- **Task prompt**
What lines in the data below mention the string "highway"? Copy them out.

── Given records ──

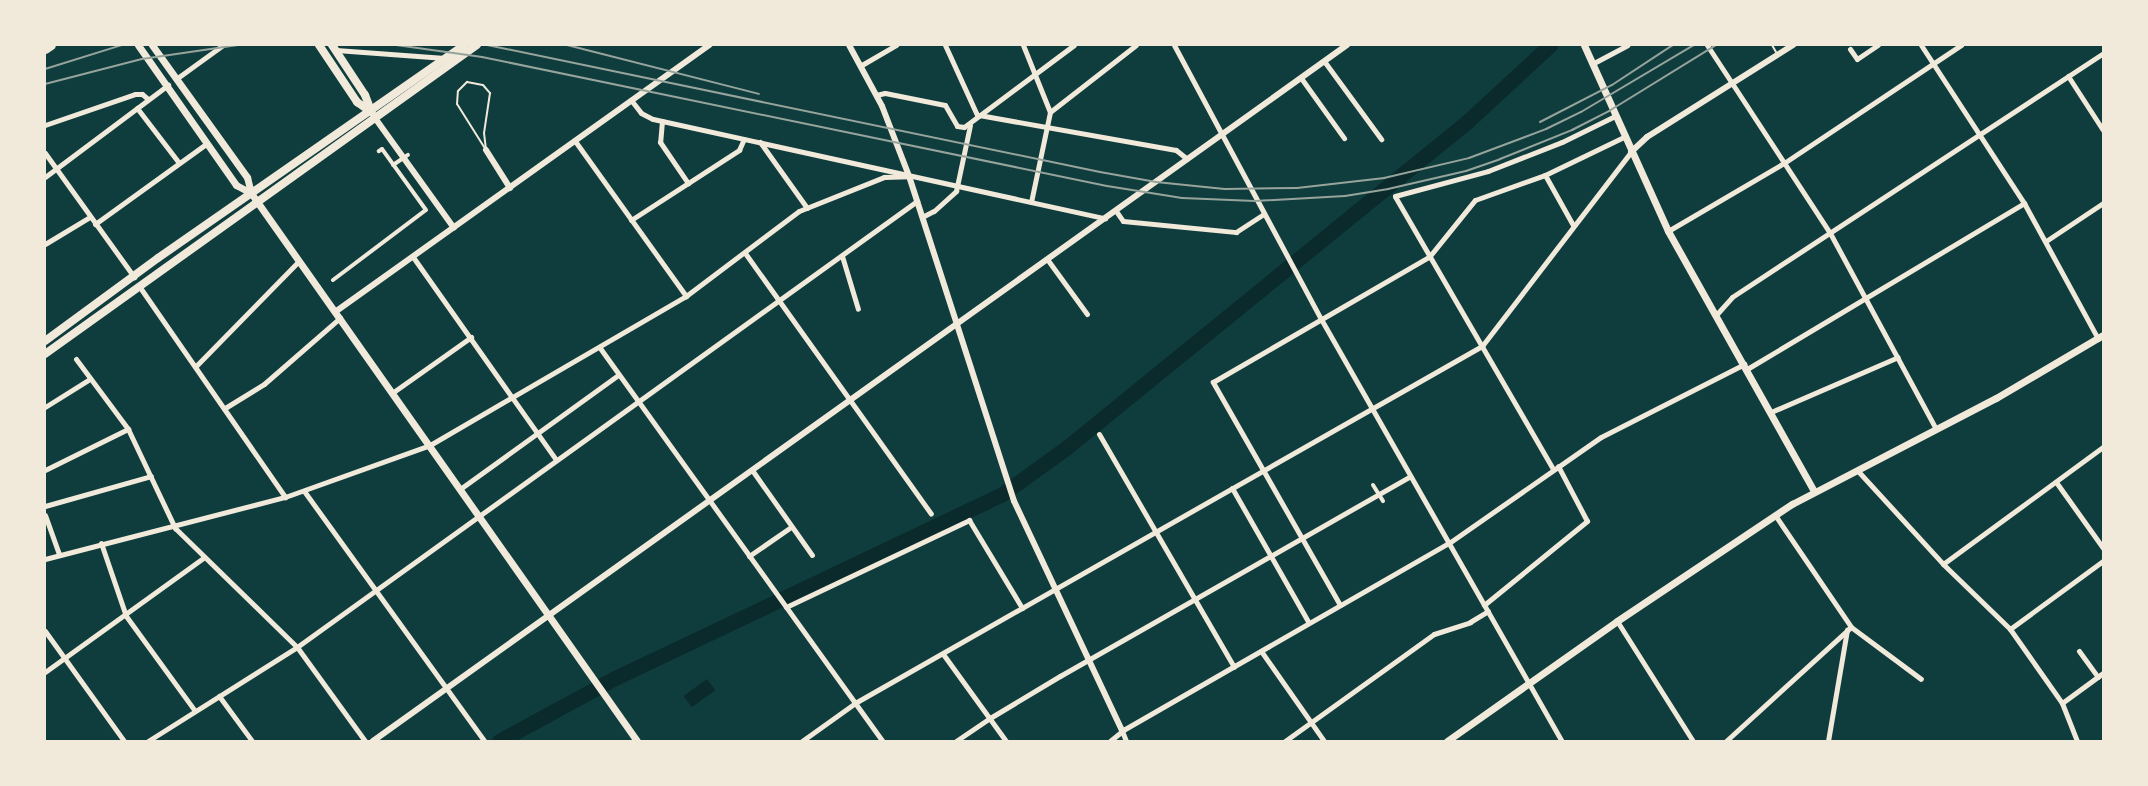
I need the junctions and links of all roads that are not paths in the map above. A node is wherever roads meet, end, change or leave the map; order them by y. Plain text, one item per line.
1 (51, 45) edge
2 (138, 45) edge
3 (152, 45) edge
4 (223, 45) edge
5 (319, 45) edge
6 (464, 45) edge
7 (477, 45) edge
8 (709, 45) edge
9 (849, 45) edge
10 (896, 45) edge
11 (945, 45) edge
12 (1023, 45) edge
13 (1074, 45) edge
14 (1136, 45) edge
15 (1174, 45) edge
16 (1347, 45) edge
17 (1584, 45) edge
18 (1627, 45) edge
19 (1707, 45) edge
20 (1772, 45) edge
21 (1793, 45) edge
22 (1878, 45) edge
23 (1921, 45) edge
24 (1961, 45) edge
25 (334, 47) edge
26 (45, 49) edge
27 (1850, 49) dead end
28 (2103, 53) edge
29 (1778, 55) junction
30 (446, 58) junction
31 (1323, 61) junction
32 (1933, 63) junction
33 (1592, 64) junction
34 (861, 66) junction
35 (1036, 73) junction
36 (2067, 76) junction
37 (1301, 78) junction
38 (177, 79) junction
39 (1732, 84) junction
40 (168, 85) junction
41 (876, 95) junction
42 (148, 99) junction
43 (631, 100) junction
44 (137, 108) junction
45 (1050, 112) junction
46 (372, 114) junction
47 (977, 115) junction
48 (1615, 116) junction
49 (662, 121) junction
50 (45, 125) edge
51 (970, 125) junction
52 (1047, 127) junction
53 (2103, 130) edge
54 (1980, 133) junction
55 (1222, 134) junction
56 (1624, 137) junction
57 (744, 138) junction
58 (1344, 138) dead end
59 (1381, 139) dead end
60 (575, 141) junction
61 (760, 142) junction
62 (206, 144) junction
63 (486, 150) junction
64 (379, 151) dead end
65 (1631, 152) junction
66 (45, 153) edge
67 (408, 155) dead end
68 (1187, 159) junction
69 (179, 163) junction
70 (1784, 163) junction
71 (393, 165) junction
72 (56, 169) junction
73 (909, 176) junction
74 (1545, 176) junction
75 (45, 177) edge
76 (688, 183) junction
77 (510, 188) junction
78 (958, 188) junction
79 (251, 193) junction
80 (917, 201) junction
81 (257, 202) junction
82 (1031, 202) junction
83 (2024, 203) junction
84 (2103, 203) edge
85 (807, 208) junction
86 (1116, 211) junction
87 (1264, 213) junction
88 (90, 217) junction
89 (922, 217) junction
90 (1105, 218) junction
91 (631, 220) junction
92 (95, 224) junction
93 (1574, 225) junction
94 (454, 228) junction
95 (1668, 231) junction
96 (1830, 233) junction
97 (2046, 241) junction
98 (45, 244) edge
99 (745, 253) junction
100 (842, 256) junction
101 (413, 257) junction
102 (1429, 257) junction
103 (1047, 259) junction
104 (299, 261) junction
105 (134, 277) junction
106 (333, 280) dead end
107 (139, 286) junction
108 (686, 296) junction
109 (1865, 297) junction
110 (778, 300) junction
111 (858, 309) dead end
112 (1087, 314) dead end
113 (338, 315) junction
114 (1716, 315) junction
115 (1321, 319) junction
116 (956, 324) junction
117 (471, 337) junction
118 (2100, 337) edge
119 (45, 341) edge
120 (1482, 346) junction
121 (600, 348) junction
122 (45, 354) edge
123 (1898, 357) junction
124 (76, 359) dead end
125 (196, 366) junction
126 (1746, 366) junction
127 (618, 375) junction
128 (90, 379) junction
129 (392, 393) junction
130 (514, 397) junction
131 (851, 401) junction
132 (638, 402) junction
133 (45, 407) edge
134 (225, 408) junction
135 (1371, 408) junction
136 (1771, 412) junction
137 (128, 429) junction
138 (1936, 429) junction
139 (537, 432) junction
140 (1099, 434) dead end
141 (429, 445) junction
142 (2103, 447) edge
143 (556, 460) junction
144 (1556, 468) junction
145 (45, 470) edge
146 (752, 470) junction
147 (1263, 470) junction
148 (1857, 470) junction
149 (151, 476) junction
150 (1410, 476) junction
151 (2056, 482) junction
152 (1373, 485) dead end
153 (1232, 488) junction
154 (460, 489) junction
155 (304, 491) junction
156 (1814, 491) junction
157 (285, 497) junction
158 (710, 501) junction
159 (1383, 501) dead end
160 (45, 506) edge
161 (931, 514) dead end
162 (45, 515) edge
163 (479, 515) junction
164 (1775, 515) junction
165 (174, 524) junction
166 (791, 527) junction
167 (1156, 532) junction
168 (1302, 538) junction
169 (100, 543) junction
170 (1449, 543) junction
171 (2103, 548) edge
172 (59, 554) junction
173 (812, 555) dead end
174 (1270, 555) junction
175 (749, 556) junction
176 (203, 558) junction
177 (45, 559) edge
178 (2103, 561) edge
179 (1943, 564) junction
180 (1055, 590) junction
181 (376, 591) junction
182 (1195, 599) junction
183 (1340, 604) junction
184 (785, 606) junction
185 (1022, 608) junction
186 (1486, 608) junction
187 (549, 614) junction
188 (126, 616) junction
189 (1617, 621) junction
190 (1308, 623) junction
191 (1849, 629) junction
192 (2010, 629) junction
193 (45, 631) edge
194 (297, 647) junction
195 (1261, 651) junction
196 (2079, 651) dead end
197 (943, 654) junction
198 (64, 658) junction
199 (1088, 661) junction
200 (1234, 667) junction
201 (45, 672) edge
202 (2100, 675) edge
203 (1921, 679) dead end
204 (1530, 682) junction
205 (446, 688) junction
206 (219, 696) junction
207 (855, 703) junction
208 (2062, 703) junction
209 (195, 711) junction
210 (990, 718) junction
211 (1311, 723) junction
212 (1122, 731) junction
213 (124, 741) edge
214 (148, 741) edge
215 (252, 741) edge
216 (365, 741) edge
217 (373, 741) edge
218 (484, 741) edge
219 (637, 741) edge
220 (802, 741) edge
221 (882, 741) edge
222 (957, 741) edge
223 (1006, 741) edge
224 (1110, 741) edge
225 (1126, 741) edge
226 (1286, 741) edge
227 (1324, 741) edge
228 (1447, 741) edge
229 (1562, 741) edge
230 (1693, 741) edge
231 (1726, 741) edge
232 (1828, 741) edge
233 (2077, 741) edge

1 - 26 highway
2 - 40 main road
3 - 38 main road
4 - 38 street
5 - 46 main road
6 - 30 highway
7 - 46 highway
8 - 43 street
9 - 34 street
10 - 34 street
11 - 47 street
12 - 35 street
13 - 35 street
14 - 45 street
15 - 55 street
16 - 31 street
17 - 33 main road
18 - 33 street
19 - 39 street
20 - 29 lane
21 - 29 street
22 - 27 street
23 - 32 street
24 - 32 street
25 - 30 street
25 - 46 main road
28 - 36 street
29 - 39 street
30 - 46 highway
31 - 37 street
31 - 59 street
32 - 54 street
32 - 70 street
33 - 48 main road
34 - 41 street
35 - 45 street
35 - 47 street
36 - 53 street
36 - 54 street
37 - 55 street
37 - 58 street
38 - 79 main road
39 - 65 street
39 - 70 street
40 - 42 street
40 - 62 main road
41 - 51 street
41 - 73 street
42 - 44 street
42 - 50 street
43 - 49 street
43 - 60 street
44 - 69 street
44 - 72 street
45 - 52 street
46 - 79 highway
46 - 81 highway
46 - 94 street
47 - 51 street
47 - 52 street
48 - 56 main road
48 - 102 street
49 - 57 street
49 - 76 street
51 - 78 street
52 - 68 street
52 - 82 street
54 - 83 street
54 - 96 street
55 - 68 street
55 - 87 street
56 - 65 main road
56 - 74 street
57 - 61 street
57 - 76 street
60 - 77 street
60 - 91 street
61 - 73 street
61 - 85 street
62 - 69 street
62 - 79 main road
63 - 63 lane
63 - 77 street
64 - 71 street
65 - 93 street
65 - 95 main road
66 - 72 street
67 - 71 street
68 - 86 street
69 - 92 street
70 - 95 street
70 - 96 street
71 - 106 street
72 - 75 street
72 - 88 street
73 - 78 street
73 - 80 street
73 - 85 street
74 - 93 street
74 - 102 street
76 - 91 street
77 - 94 street
78 - 82 street
78 - 89 street
79 - 81 main road
79 - 105 highway
80 - 89 street
80 - 100 street
81 - 104 main road
81 - 107 highway
82 - 90 street
83 - 97 street
83 - 109 street
84 - 97 street
85 - 99 street
86 - 87 street
86 - 90 street
87 - 115 street
88 - 92 street
88 - 98 street
89 - 116 street
90 - 103 street
91 - 108 street
92 - 105 street
93 - 120 street
94 - 101 street
95 - 114 main road
96 - 109 street
96 - 114 street
97 - 118 street
99 - 108 street
99 - 110 street
100 - 110 street
100 - 111 street
101 - 113 street
101 - 117 street
102 - 115 street
102 - 120 street
103 - 112 street
103 - 116 street
104 - 113 main road
104 - 125 street
105 - 119 highway
107 - 122 highway
107 - 125 street
108 - 121 street
109 - 123 street
109 - 126 street
110 - 131 street
110 - 132 street
113 - 129 main road
113 - 134 street
114 - 126 main road
115 - 135 street
115 - 147 street
116 - 131 street
116 - 180 street
117 - 129 street
117 - 130 street
118 - 138 main road
120 - 135 street
120 - 144 street
121 - 127 street
121 - 130 street
123 - 136 street
123 - 138 street
124 - 128 street
125 - 134 street
126 - 136 main road
126 - 144 street
127 - 132 street
127 - 139 street
128 - 133 street
128 - 137 street
129 - 141 main road
130 - 139 street
130 - 141 street
131 - 146 street
131 - 161 street
132 - 143 street
132 - 158 street
134 - 157 street
135 - 147 street
135 - 150 street
136 - 156 main road
137 - 145 street
137 - 149 street
138 - 148 main road
139 - 143 street
139 - 154 street
140 - 167 street
141 - 154 main road
141 - 155 street
142 - 151 street
143 - 163 street
144 - 170 street
144 - 186 street
146 - 158 street
146 - 166 street
147 - 153 street
147 - 168 street
148 - 156 main road
148 - 179 street
149 - 160 street
149 - 165 street
150 - 168 street
150 - 170 street
151 - 171 street
151 - 179 street
152 - 159 street
153 - 167 street
153 - 174 street
154 - 163 main road
155 - 157 street
155 - 181 street
156 - 164 main road
157 - 165 street
158 - 175 street
158 - 187 street
162 - 172 street
163 - 181 street
163 - 187 main road
164 - 189 main road
164 - 191 street
165 - 169 street
165 - 176 street
166 - 173 street
166 - 175 street
167 - 180 street
167 - 182 street
168 - 174 street
168 - 183 street
169 - 172 street
169 - 188 street
170 - 183 street
170 - 186 street
172 - 177 street
174 - 182 street
174 - 190 street
175 - 184 street
176 - 188 street
176 - 194 street
178 - 192 street
179 - 192 street
180 - 185 street
180 - 199 street
181 - 194 street
181 - 205 street
182 - 199 street
182 - 200 street
183 - 190 street
184 - 185 street
184 - 207 street
185 - 197 street
186 - 204 street
186 - 211 street
187 - 205 street
187 - 219 main road
188 - 198 street
188 - 209 street
189 - 204 main road
189 - 230 street
190 - 195 street
191 - 203 street
191 - 231 street
191 - 232 street
192 - 208 street
193 - 198 street
194 - 206 street
194 - 216 street
195 - 200 street
195 - 211 street
196 - 202 street
197 - 207 street
197 - 210 street
198 - 201 street
198 - 213 street
199 - 210 street
199 - 212 street
200 - 212 street
202 - 208 street
204 - 228 main road
204 - 229 street
205 - 217 street
205 - 218 street
206 - 209 street
206 - 215 street
207 - 220 street
207 - 221 street
208 - 233 street
209 - 214 street
210 - 222 street
210 - 223 street
211 - 226 street
211 - 227 street
212 - 224 street
212 - 225 street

───

- **Answer space**
1 - 26 highway
6 - 30 highway
7 - 46 highway
30 - 46 highway
46 - 79 highway
46 - 81 highway
79 - 105 highway
81 - 107 highway
105 - 119 highway
107 - 122 highway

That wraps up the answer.